However, coalition governments are not uncommon and have been prevalent in some of the most prosperous countries in the world. Between 1945 and about 2000, most European countries had some form of coalition government.  Coalitions account for 69% (238) of some 343 cases analysed in one study. It has been the only form of government in Luxembourg and Netherlands. In the same period ‘single party’ governments  were only 15%  of governments in Germany, 11% in Finland, 15% in Belgium, 23% in Austria, 26% in France, 29% in Italy and 45% in Denmark (Muller Wolfgang & Kaare Strom (2000) Coalition Governments in Western Europe. Oxford University Press). Since 1959, Switzerland has been ruled by a coalition consisting of the four largest parliamentary parties. Suriname has not had  any other form of government since the 1980s, and even in Guyana the two real coalition experiences – the PNC/UF and the APNU/AFC – were established for the purpose of and succeeded in winning government and lasting their full term.

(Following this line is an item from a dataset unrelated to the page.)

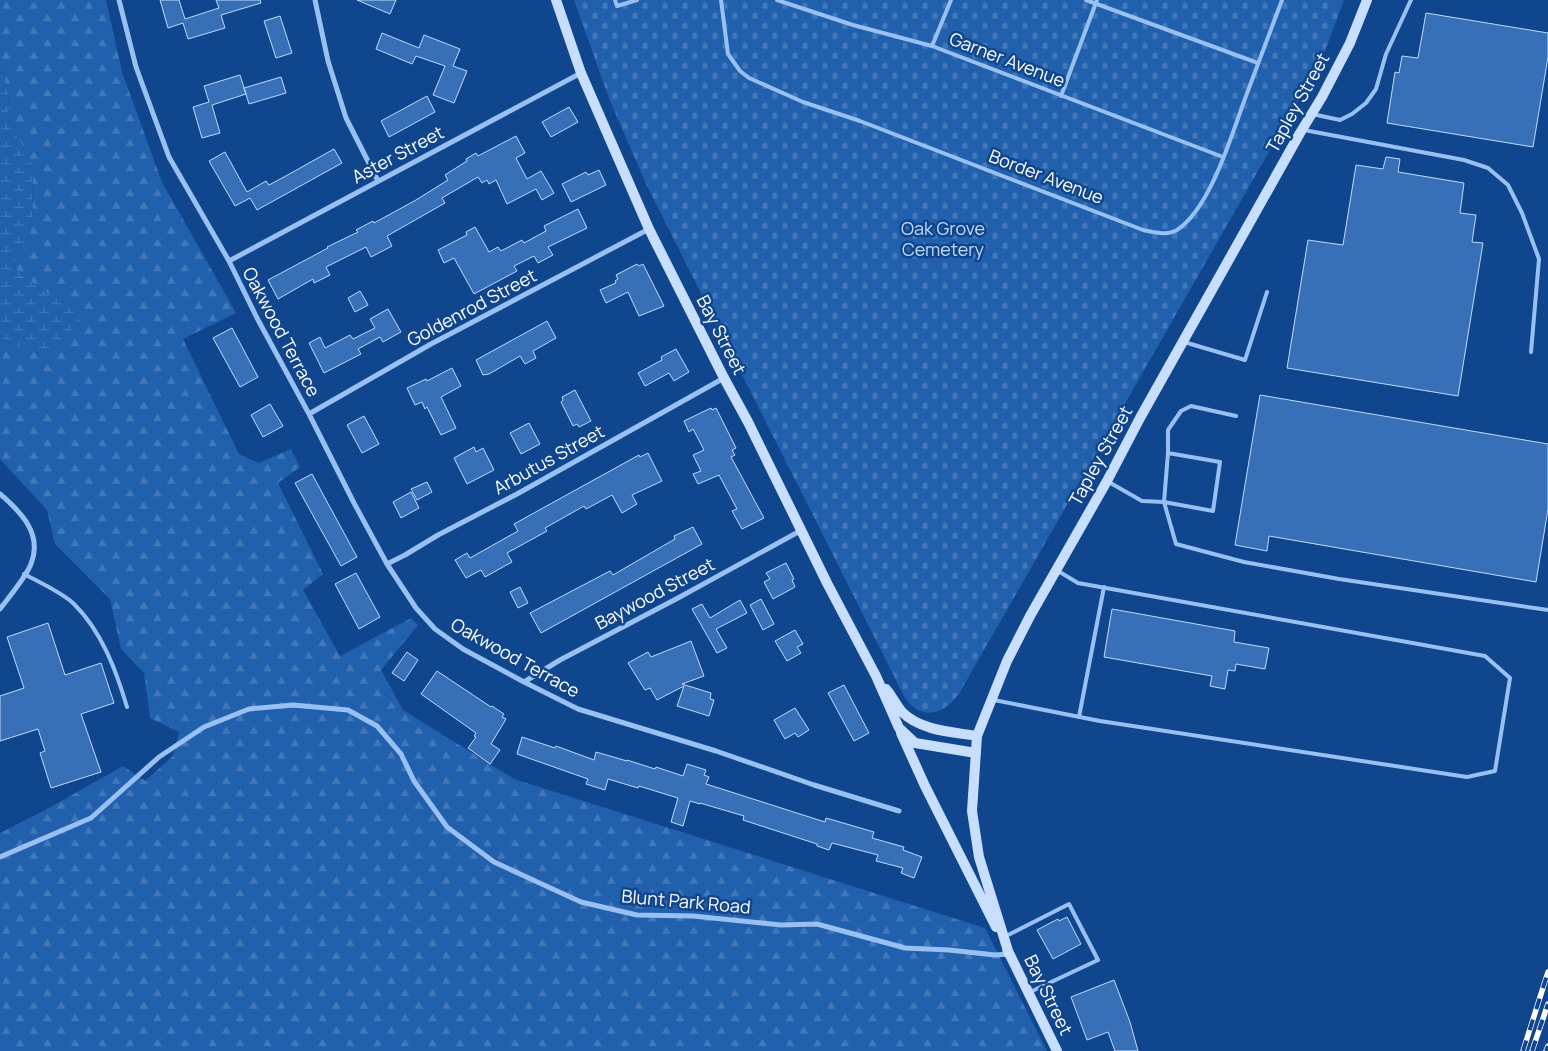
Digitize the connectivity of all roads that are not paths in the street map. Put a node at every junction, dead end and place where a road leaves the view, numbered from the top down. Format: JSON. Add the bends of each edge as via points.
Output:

Guyana’s colonial rulers and Forbes Burnham’s PNC could find a level of moral shelter for their elections manipulations by claiming that they were on the side of the liberal democratic order in the struggle against those who intended to destroy it. The PPP’s dilemma is that it has no moral shelter whatsoever: the little it had as a majority party has eroded and maybe that is the reason its propaganda is so rampant and that it so badly needs the APNU+AFC coalition to baptize it as legitimate!